Evangelio según san Mateo 13, 18-23 — 24 de julio de 2026
La liturgia de hoy nos invita a volver el corazón hacia Dios y a preguntarnos cómo estamos recibiendo su Palabra en medio de nuestras preocupaciones diarias.

Jesús explica la parábola del sembrador. La misma Palabra puede encontrar corazones muy distintos: algunos distraídos, otros entusiasmados pero sin raíces, otros ahogados por preocupaciones y riquezas, y otros disponibles para recibirla y dar fruto.
Reflexión del día
La pregunta no es solamente si escuchamos la Palabra de Dios, sino qué espacio le permitimos ocupar en nuestra vida. Las preocupaciones, la prisa y el desánimo pueden sofocar lo que Dios quiere hacer en nosotros.
Hoy podemos pedir un corazón de “tierra buena”: disponible para escuchar, comprender, perseverar y traducir la fe en decisiones concretas.

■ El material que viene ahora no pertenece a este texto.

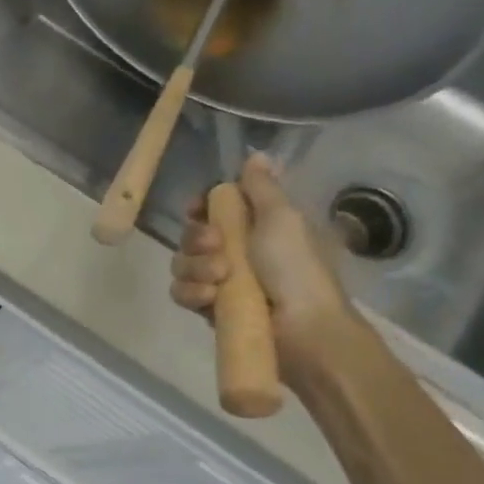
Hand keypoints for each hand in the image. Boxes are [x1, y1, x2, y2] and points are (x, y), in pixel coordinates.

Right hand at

Cómo hacer que la Palabra dé fruto hoy
- Escucha sin prisa: relee una frase del Evangelio y pregúntate qué toca en tu vida.
- Identifica lo que te distrae: reconoce qué preocupación, miedo o hábito está ocupando demasiado espacio en tu interior.
- Da un paso concreto: elige una acción sencilla de paciencia, perdón, servicio o reconciliación.